Title: Bayesian semiparametric modeling for HIV longitudinal data with censoring and skewness
Authors: Mauricio Castro - Pontificia Universidad Catolica de Chile (Chile) [presenting]
Victor Hugo Lachos Davila - University of Connecticut (United States)
Wan-Lun Wang - Feng Chia University (Taiwan)
Vanda Inacio - University of Edinburgh (United Kingdom)
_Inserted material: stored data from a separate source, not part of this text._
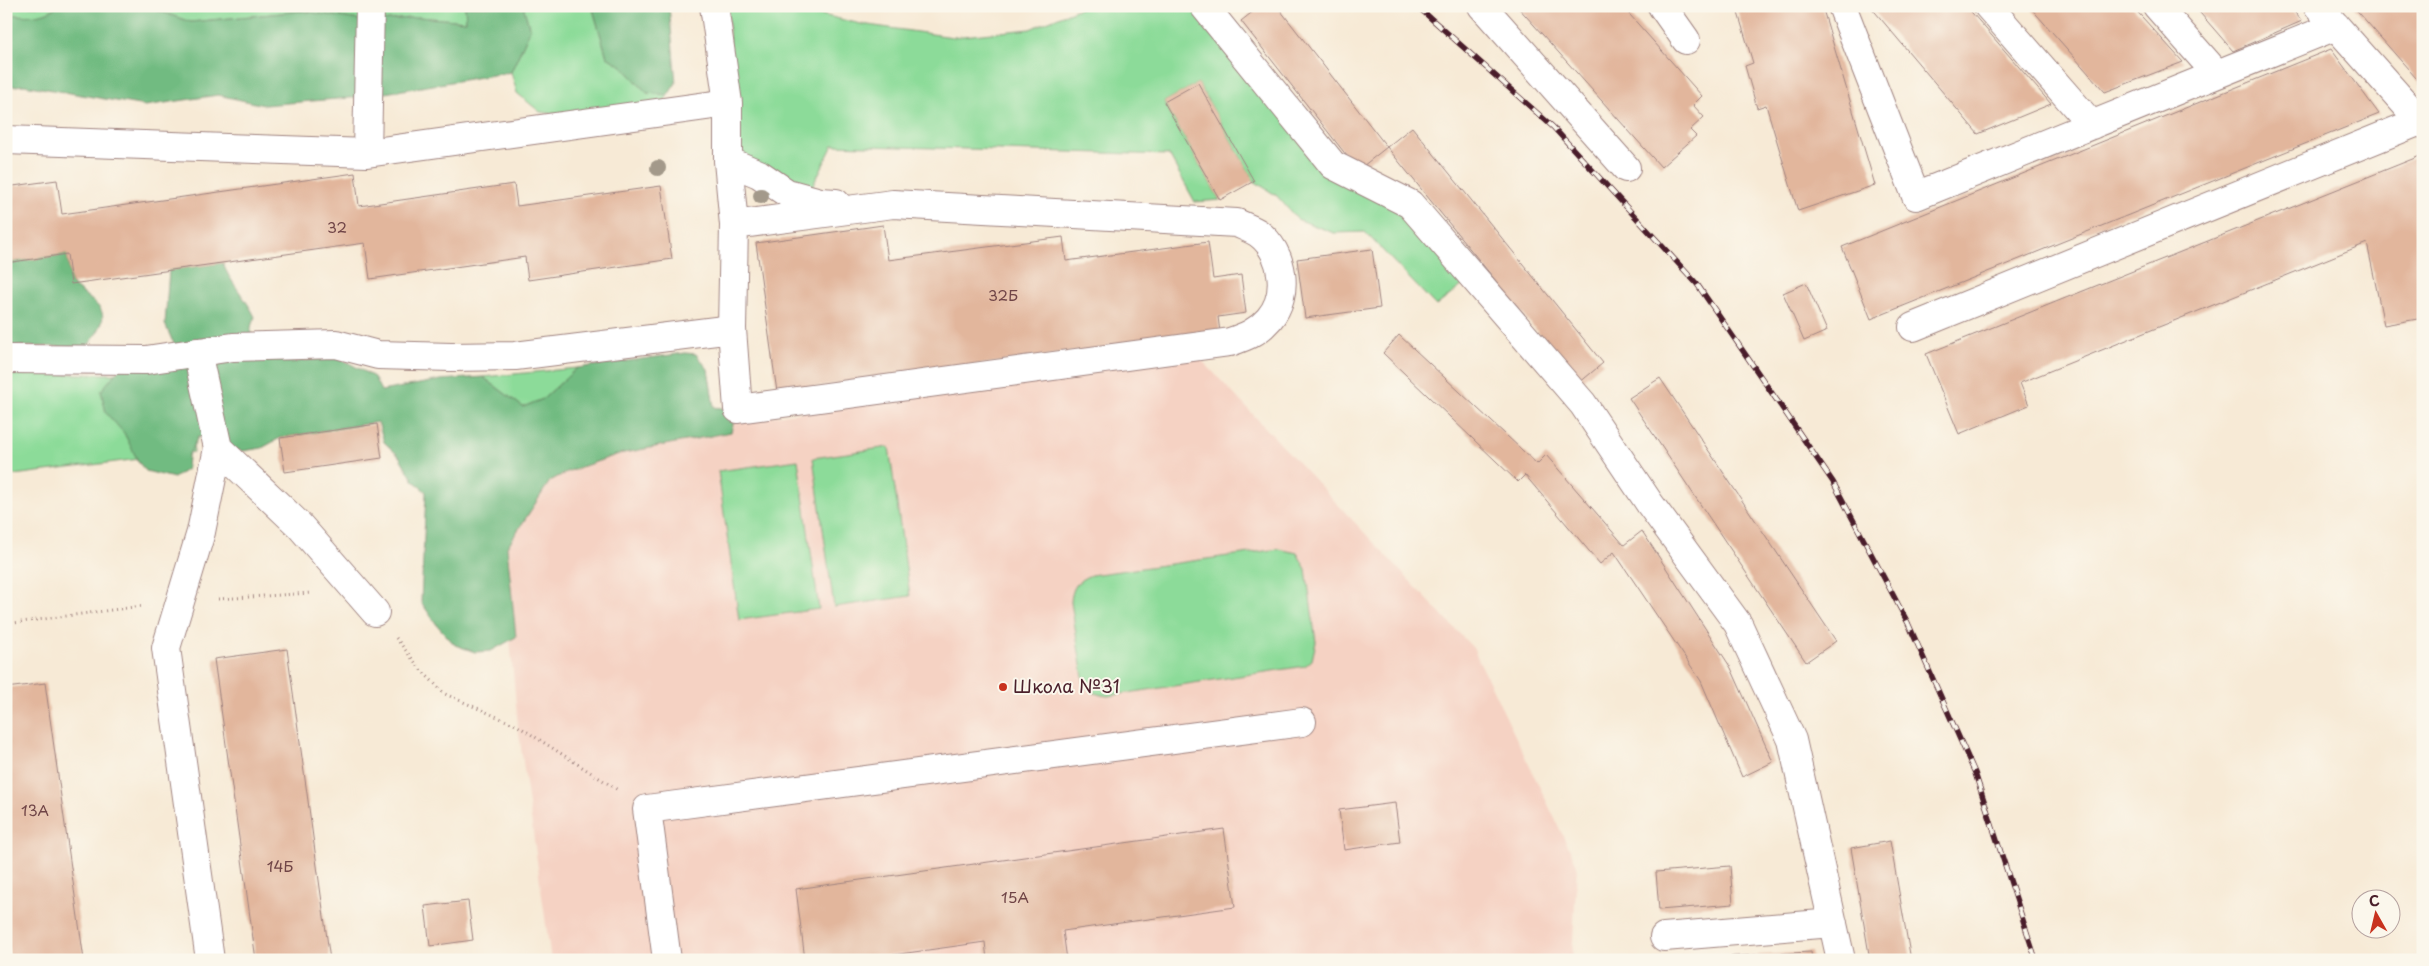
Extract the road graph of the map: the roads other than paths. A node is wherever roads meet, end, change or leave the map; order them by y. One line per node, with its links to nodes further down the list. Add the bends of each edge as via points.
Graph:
1 (370, 6): 17 (lane)
2 (714, 6): 13 (lane)
3 (1204, 6): 29 (lane, via 1333,165 1410,204 1583,404 1650,504 1738,624 1792,740)
4 (1482, 6): 19 (lane)
5 (1662, 6): 11 (lane)
6 (1842, 6): 15 (lane, via 1916,196)
7 (1988, 6): 15 (lane)
8 (2157, 6): 12 (lane)
9 (2318, 6): 10 (lane)
10 (2336, 26): 12 (lane); 14 (lane)
11 (1686, 40)
12 (2217, 74): 15 (lane)
13 (728, 104): 17 (lane); 18 (lane)
14 (2421, 123): 22 (lane)
15 (2092, 125)
16 (6, 140): 17 (lane)
17 (367, 153)
18 (728, 161): 20 (lane, via 759,174 787,193 820,202); 21 (lane)
19 (1626, 168)
20 (876, 206): 21 (lane); 23 (lane, via 892,204 1237,223 1258,233 1274,251 1282,273 1280,298 1270,319 1252,334 1230,342 738,409)
21 (734, 225): 23 (lane)
22 (1913, 327)
23 (732, 328): 24 (lane, via 515,356 378,355 336,344 233,347)
24 (197, 352): 25 (lane, via 146,360); 26 (lane)
25 (6, 359)
26 (218, 448): 27 (lane, via 298,525); 31 (lane, via 201,532 166,648)
27 (375, 612)
28 (1302, 722): 32 (lane, via 647,809)
29 (1833, 923): 30 (lane); 33 (lane)
30 (1664, 937)
31 (210, 960)
32 (667, 960)
33 (1842, 960)

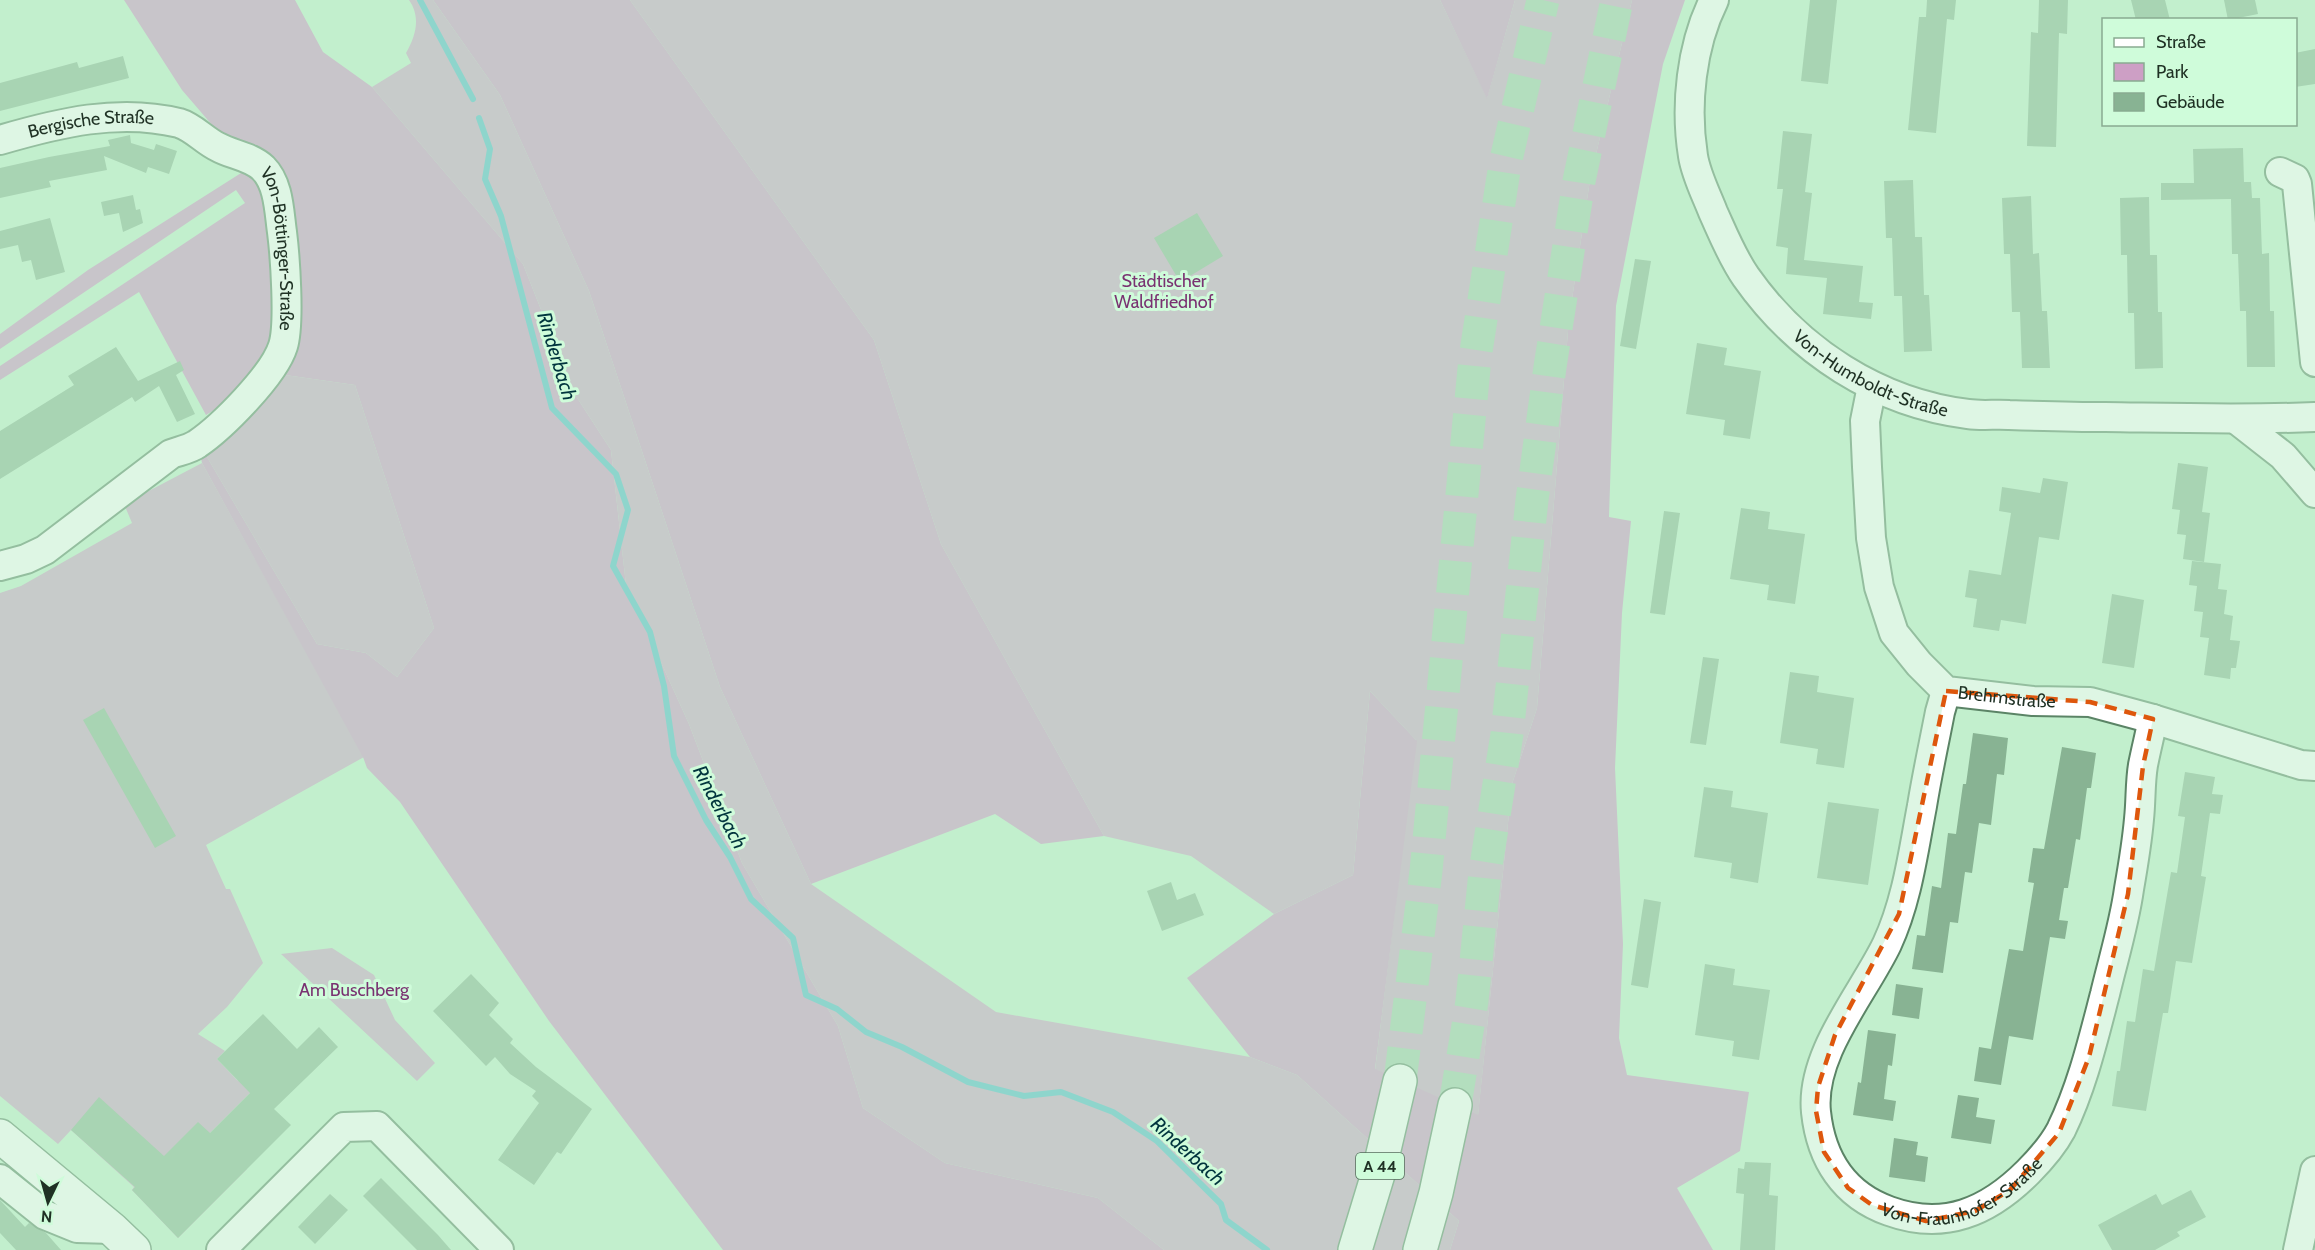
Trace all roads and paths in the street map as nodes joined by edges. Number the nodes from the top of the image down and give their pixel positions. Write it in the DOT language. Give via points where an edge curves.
graph roads {
  1 [pos="1714,0"];
  2 [pos="182,124"];
  3 [pos="0,140"];
  4 [pos="2280,172"];
  5 [pos="2315,362"];
  6 [pos="1872,386"];
  7 [pos="2315,417"];
  8 [pos="2237,420"];
  9 [pos="2315,493"];
  10 [pos="0,566"];
  11 [pos="1946,691"];
  12 [pos="2153,718"];
  13 [pos="2315,766"];
  14 [pos="1401,1081"];
  15 [pos="1455,1105"];
  16 [pos="0,1136"];
  17 [pos="2315,1171"];
  18 [pos="0,1179"];
  19 [pos="123,1239"];
  20 [pos="221,1250"];
  21 [pos="499,1250"];
  22 [pos="1355,1250"];
  23 [pos="1420,1250"];
  24 [pos="2298,1250"];
  1 -- 6 [label="street, Von-Humboldt-Straße" via="1696,58 1690,107 1693,158 1703,188 1728,247 1767,303 1816,351"];
  2 -- 3 [label="street, Bergische Straße" via="98,117"];
  2 -- 10 [label="street, Von-Böttinger-Straße" via="219,148 255,162 271,179 282,239 286,322 283,346 251,395 196,445 171,454 45,550"];
  4 -- 5 [label="street" via="2297,184"];
  6 -- 8 [label="street, Von-Humboldt-Straße" via="1920,404 1971,414"];
  6 -- 11 [label="street, Brehmstraße" via="1865,421 1870,538 1879,586 1893,633"];
  7 -- 8 [label="street, Von-Humboldt-Straße"];
  8 -- 9 [label="street" via="2283,456"];
  11 -- 12 [label="street, Brehmstraße" via="2033,701 2090,702"];
  11 -- 12 [label="street, Von-Fraunhofer-Straße" via="1899,914 1886,945 1835,1035 1818,1087 1816,1111 1824,1152 1848,1188 1872,1205 1926,1221 1974,1211 2010,1190 2059,1133 2075,1098 2089,1057 2128,894 2143,766"];
  12 -- 13 [label="street, Brehmstraße" via="2301,765"];
  14 -- 22 [label="main road, A 44"];
  15 -- 23 [label="main road"];
  16 -- 19 [label="main road"];
  17 -- 24 [label="street"];
  18 -- 19 [label="street" via="45,1215 77,1228"];
  20 -- 21 [label="street" via="344,1127 377,1126"];
}
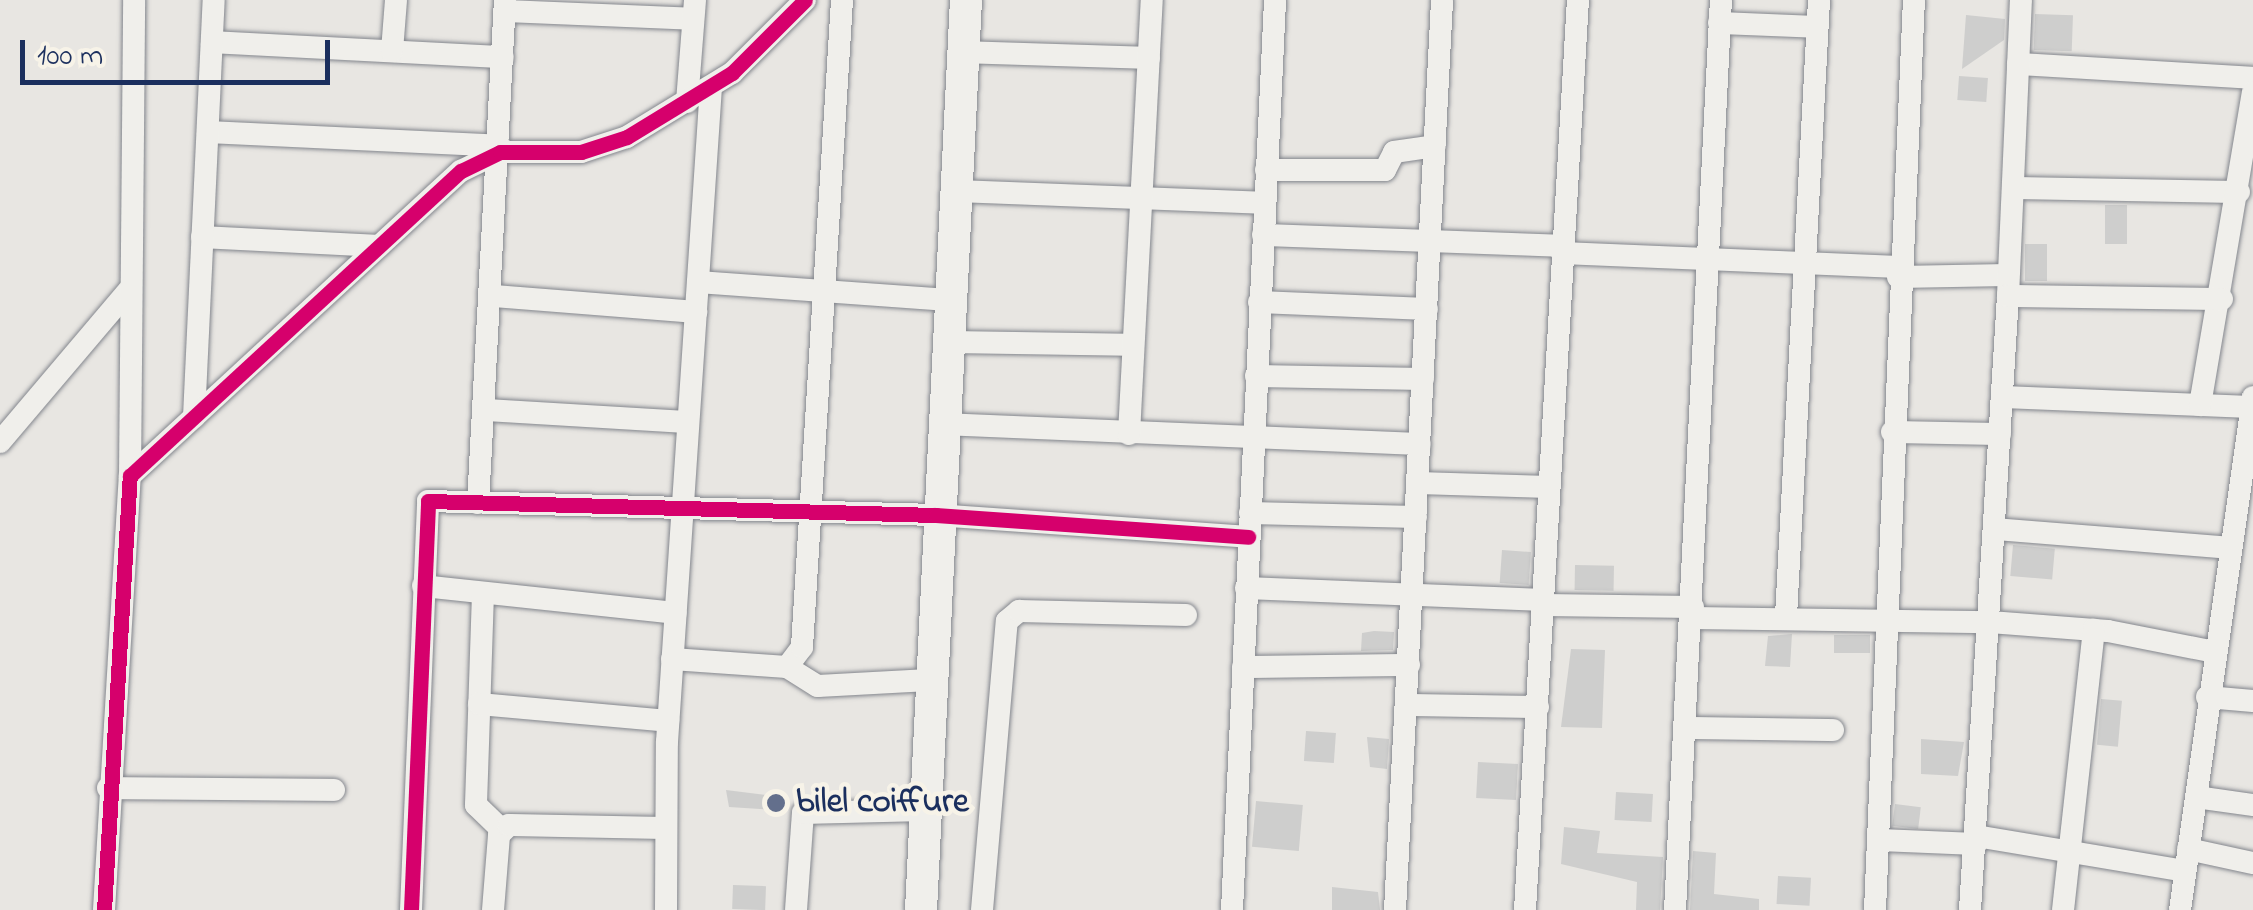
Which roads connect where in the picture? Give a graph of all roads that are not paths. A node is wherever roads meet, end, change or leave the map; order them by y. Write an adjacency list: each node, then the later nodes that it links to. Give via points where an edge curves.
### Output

Abstract: In biomedical studies, the analysis of longitudinal data based on Gaussian assumptions is common practice. Nevertheless, more often than not, the observed responses are naturally skewed, rendering the use of symmetric mixed effects models inadequate. In addition, it is also common in clinical assays that the patients responses are subject to some upper and/or lower quantification limit, depending on the diagnostic assays used for their detection. Furthermore, the responses may also often present a nonlinear relation with some covariates such as time. To address the aforementioned three situations, we consider a Bayesian semiparametric model based on a combination of splines and wavelets for longitudinal censored data using the multivariate skew-normal distribution. The proposed semiparametric approach is focused on the use of splines to approximate the nonlinear general mean and wavelets for modeling the individual trajectories per subject. Lastly, the use of the skew normal distribution allows to capture the skewness of the data. The newly developed method is illustrated through simulated data and real data concerning AIDS/HIV infected patients.